The internal consistency of the MISS-HP (alpha = 0.70 for physicians and 0.71 for nurses) is acceptable, as is the test-retest reliability (ICC = 0.77 in physicians). With regard to validity, the MISS-HP has acceptable convergent validity with another established measure of MI, the EMIS-SF (r = 0.45 for physicians and r = 0.43 for nurses). Correlations with common mental conditions (depression and anxiety), well-being, and burnout measures are as robust with the MISS-HP as with the EMIS-SF.

Known groups validity supports using the MISS-HP to identify MI among those suffering from potentially morally injurious events such as being assaulted by patients or relatives. This finding is partly supported by a study of military veteran family members, which found that such violence inflicts damage to moral belief systems and causes a loss of trus t [41]. Many physicians have been killed and injured during the past decade in China [42]. Moral injury can be the consequence of unexpected violence from patients or their relatives, giving rise to feelings of betrayal in nurses and physicians by the very population they are risking their lives to help (especially during this COVID-19 pandemic) [16].

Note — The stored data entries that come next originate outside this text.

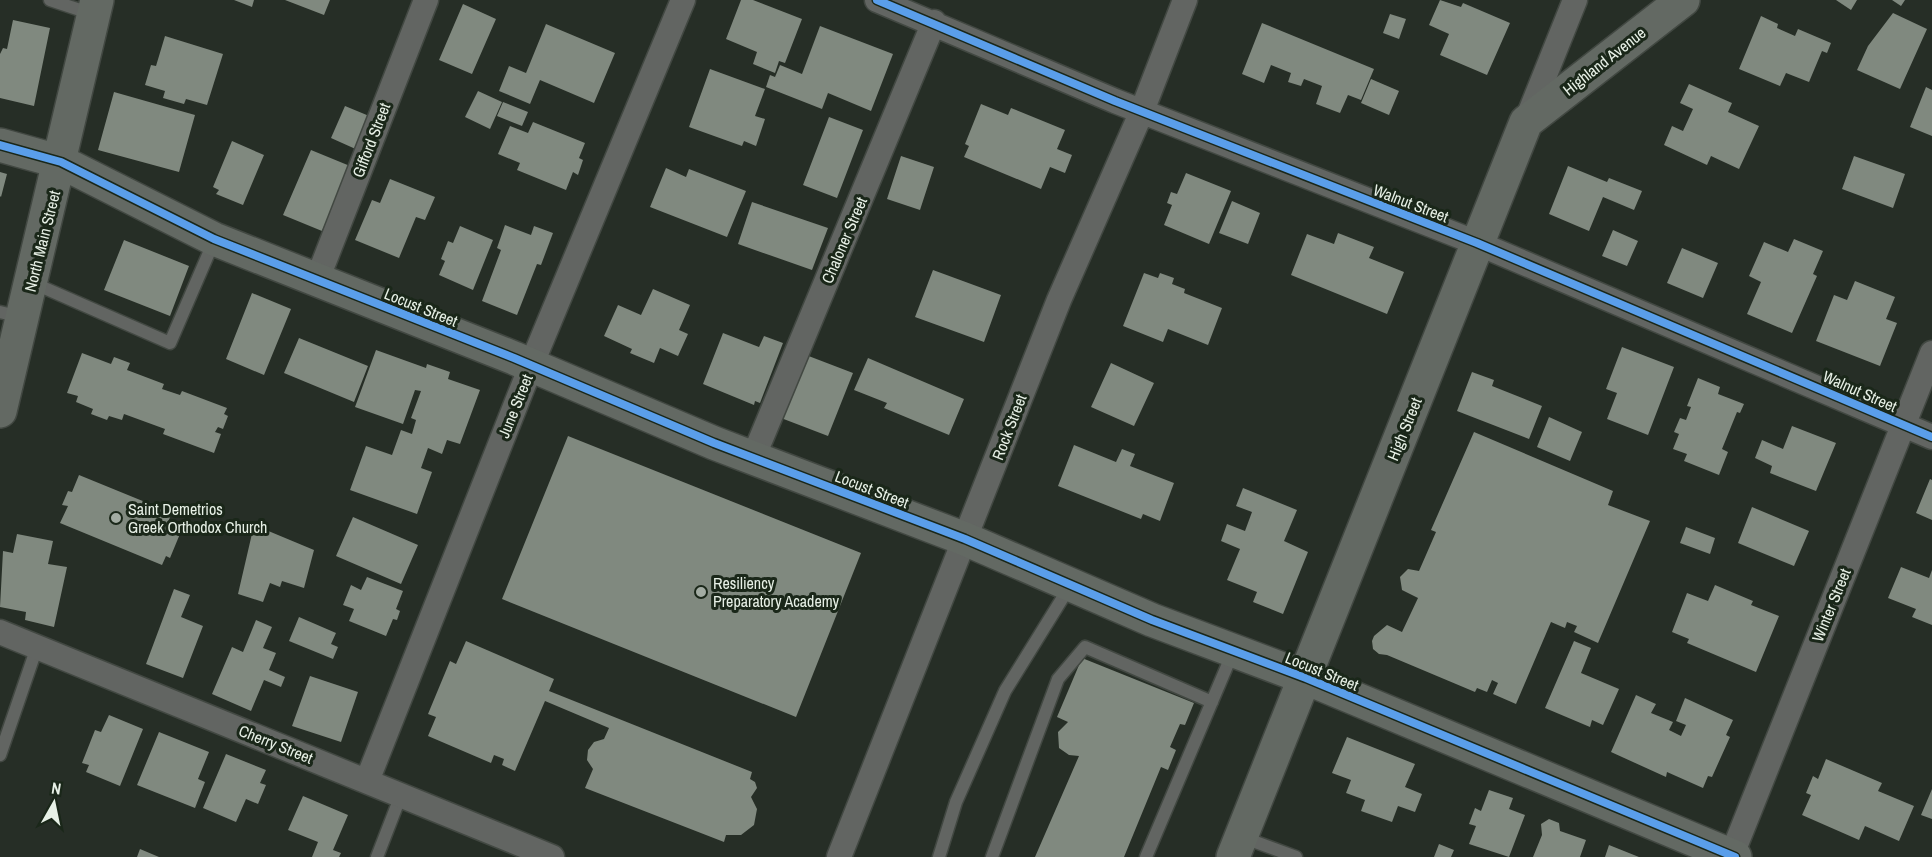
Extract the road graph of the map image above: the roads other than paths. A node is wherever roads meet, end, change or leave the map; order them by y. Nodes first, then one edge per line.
1 (50, 0) edge
2 (426, 0) edge
3 (683, 0) edge
4 (877, 0) edge
5 (1185, 0) edge
6 (1575, 0) edge
7 (1683, 0) edge
8 (95, 7) edge
9 (934, 22) junction
10 (1142, 111) junction
11 (1526, 122) junction
12 (0, 145) edge
13 (61, 162) junction
14 (214, 239) junction
15 (1477, 243) junction
16 (317, 280) junction
17 (32, 282) junction
18 (12, 315) edge
19 (1932, 353) edge
20 (531, 365) junction
21 (0, 411) edge
22 (1903, 425) junction
23 (1932, 437) edge
24 (753, 458) junction
25 (965, 539) junction
26 (1071, 585) junction
27 (0, 632) edge
28 (37, 647) junction
29 (1233, 650) junction
30 (1306, 678) junction
31 (1212, 702) junction
32 (0, 755) edge
33 (367, 781) junction
34 (401, 795) junction
35 (1237, 847) edge
36 (505, 848) edge
37 (1733, 856) edge
38 (377, 857) edge
39 (552, 857) edge
40 (839, 857) edge
41 (939, 857) edge
42 (992, 857) edge
43 (1146, 857) edge
44 (1296, 857) edge

1 - 8 lane
2 - 16 street, Gifford Street
3 - 20 street, June Street
4 - 9 street, Walnut Street
5 - 10 street, Rock Street
6 - 11 street, High Street
7 - 11 street, Highland Avenue
8 - 13 street, North Main Street
9 - 10 street, Walnut Street
9 - 24 street, Chaloner Street
10 - 15 street, Walnut Street
10 - 25 street, Rock Street
11 - 15 street, High Street
12 - 13 street, Locust Street
13 - 14 street, Locust Street
13 - 17 street, North Main Street
14 - 16 street, Locust Street
14 - 17 lane
15 - 22 street, Walnut Street
15 - 30 street, High Street
16 - 20 street, Locust Street
17 - 18 street, North Main Street
18 - 21 street, North Main Street
19 - 22 street, Winter Street
20 - 24 street, Locust Street
20 - 33 street, June Street
22 - 23 street, Walnut Street
22 - 37 street, Winter Street
24 - 25 street, Locust Street
25 - 26 street, Locust Street
25 - 40 street, Rock Street
26 - 29 street, Locust Street
26 - 41 lane
27 - 28 street, Cherry Street
28 - 32 lane
28 - 33 street, Cherry Street
29 - 30 street, Locust Street
29 - 31 lane
30 - 35 street, High Street
30 - 37 street, Locust Street
31 - 42 lane
31 - 43 lane
33 - 34 street, Cherry Street
34 - 36 street, Cherry Street
34 - 38 lane
35 - 44 lane
36 - 39 street, Cherry Street

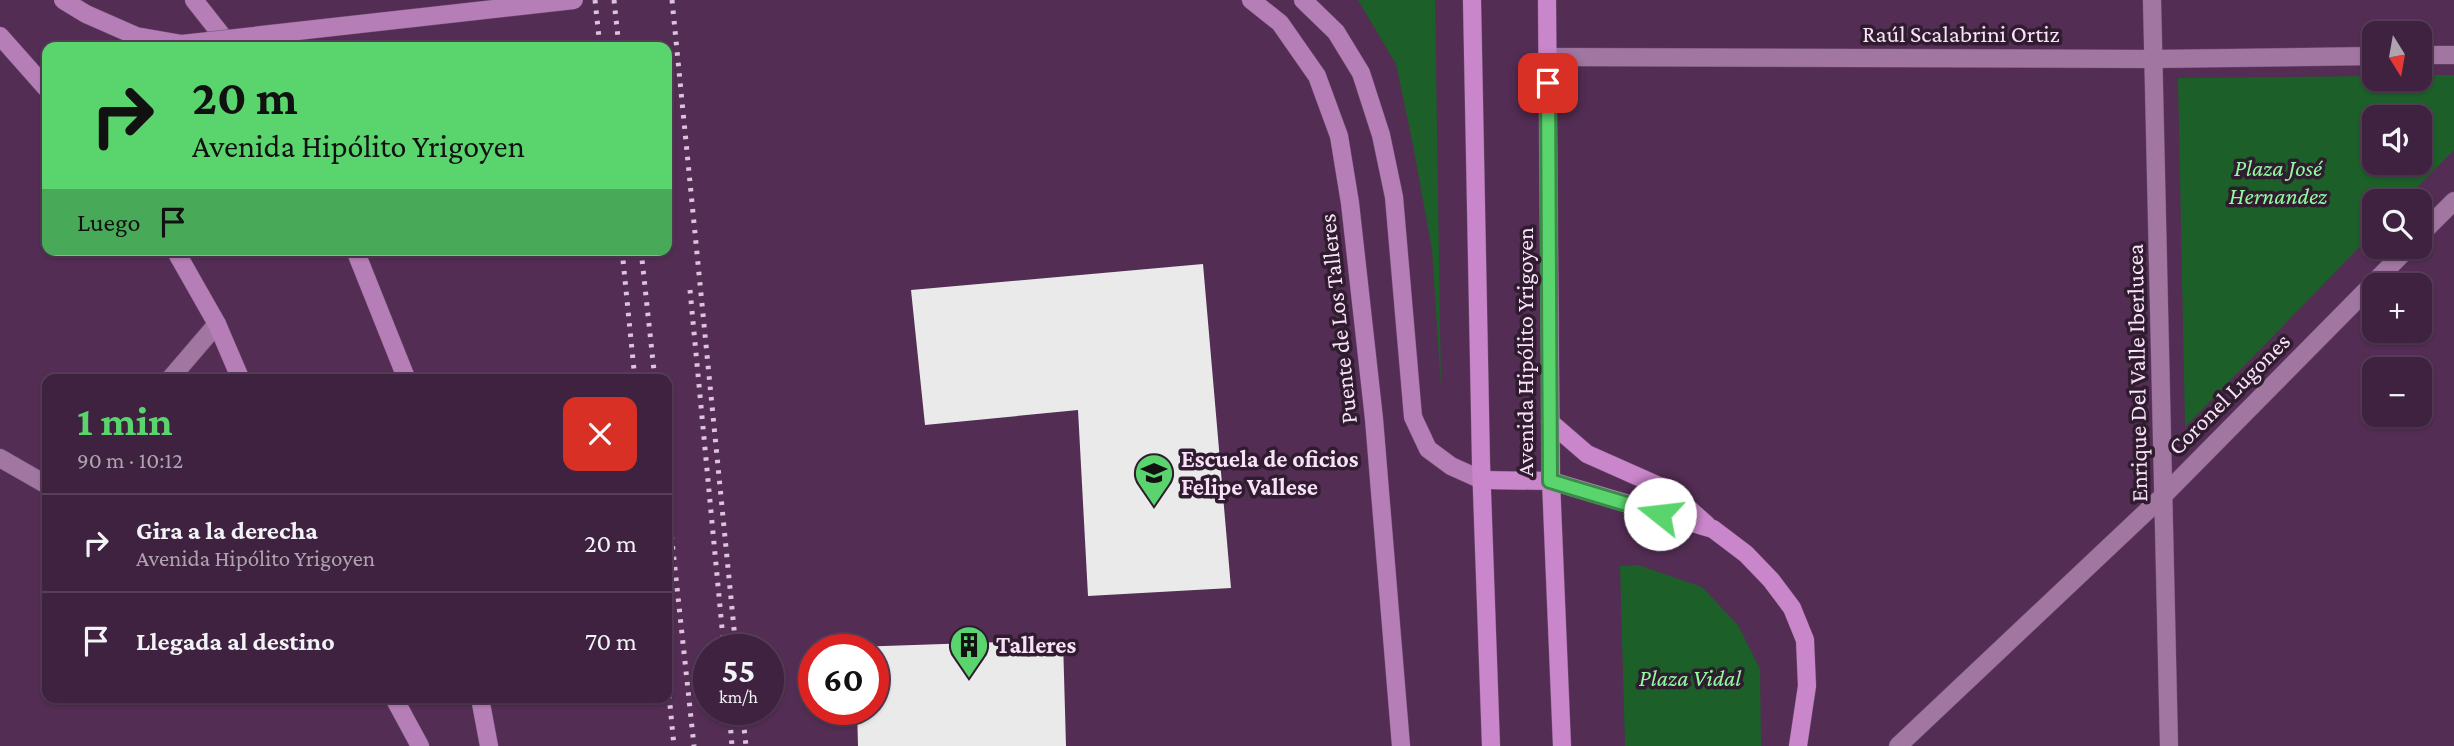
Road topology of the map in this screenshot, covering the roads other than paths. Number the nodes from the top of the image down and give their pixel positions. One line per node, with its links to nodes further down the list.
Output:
1 (62, 0): 10 (main road, bridge)
2 (194, 0): 12 (main road)
3 (574, 0): 11 (main road, bridge)
4 (1251, 0): 39 (main road, Puente de Los Talleres)
5 (1303, 0): 30 (main road)
6 (1472, 0): 30 (main road, Avenida Hipólito Yrigoyen)
7 (1547, 0): 16 (main road, Avenida Hipólito Yrigoyen)
8 (2152, 0): 17 (street, Enrique Del Valle Iberlucea)
9 (0, 36): 18 (main road)
10 (170, 42)
11 (200, 42)
12 (227, 42)
13 (2432, 55): 14 (street)
14 (2454, 55)
15 (2362, 56): 17 (street, Raúl Scalabrini Ortiz)
16 (1548, 57): 17 (street, Raúl Scalabrini Ortiz); 28 (main road, Avenida Hipólito Yrigoyen)
17 (2153, 59): 33 (street, Enrique Del Valle Iberlucea)
18 (42, 83)
19 (2454, 201): 20 (street)
20 (2432, 223)
21 (178, 256): 24 (main road)
22 (357, 256): 27 (main road)
23 (2397, 259): 33 (street, Coronel Lugones)
24 (217, 324): 25 (street); 26 (main road)
25 (174, 374)
26 (239, 374)
27 (405, 374)
28 (1550, 422): 31 (main road, Avenida Hipólito Yrigoyen); 34 (main road)
29 (0, 458): 32 (street)
30 (1482, 480): 31 (main road); 40 (main road, Avenida Hipólito Yrigoyen)
31 (1550, 481): 34 (main road); 41 (main road, Avenida Hipólito Yrigoyen)
32 (42, 482)
33 (2164, 495): 43 (street, Coronel Lugones); 44 (street, Enrique Del Valle Iberlucea)
34 (1713, 529): 42 (main road)
35 (397, 703): 37 (main road)
36 (481, 703): 38 (main road)
37 (420, 746)
38 (489, 746)
39 (1401, 746)
40 (1491, 746)
41 (1562, 746)
42 (1798, 746)
43 (1898, 746)
44 (2169, 746)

Construct validity of the MISS-HP was established using exploratory factor analysis (EFA), which was then verified by CFA. Factor analysis indicated a three-dimensional structure for the MISS-HP, explaining 59% of the total variance. This finding is consistent with the work of Griffin and colleagues [2] who suggested at least two interrelated MI symptom dimensions, self-directed outcomes (e.g., thoughts/feelings of responsibility for occurrence of moral violations such as shame or viewing oneself as unlovable or unforgivable) and other-directed outcomes (e.g., thoughts/feelings associated with being a victim of others’ morally transgressive acts). Add to this the religious/spiritual dimension of MI involving struggle and loss of faith.

Limitations

Several aspects of the present study limit the generalizability of these findings, thereby influencing both research and clinical implications. First, we assessed the MISS-HP in a single cross-sectional study involving a nonrandom sample of Chinese health professionals which did not include those in practice for less than 2 years (who may be at even greater risk if MI given their lack of experience). The the findings here require cautious generalization to service members in other areas of the China and to health professionals outside of China. Second, although, a standard translation procedure was used to create a Chinese version of the MISS-HP, cultural differences between China and the Western society (where the scale as initially developed and designed) may have affected the final result (both the translation and the meaning of items). Third, despite the consistent findings showed in nurses and physicians, test-retest relieability was conducted only in physicians, which may lead to uncertainty for the scale’s use in nurses. Fourth, the internal reliability of the MISS-HP was borderline but acceptable in both nurses and physicians (alpha = 0.70 or higher). Fifth, other morally injurious events besides workplace violence need to be assessed in future studies. Finally, like all self-report measures, the accuracy of responses cannot be guaranteed where external factors may influence the report of symptoms (even though the survey was anonymous in nature).

Conclusions

The 10-item MISS-HP is a brief, comprehensive, reliable, and valid measure for assessing symptoms of moral injury in physicians and nurses providing healthcare to patients in mainland China during the COVID-19 pandemic. Scores on the scale of 50 or higher have been found to indicate significant difficulty with social and occupational functioning in this population [41]. From both a clinical and research perspective, the MISS-HP can be used to screening for MI symptoms and follow response to treatment among healthcare professionals in China.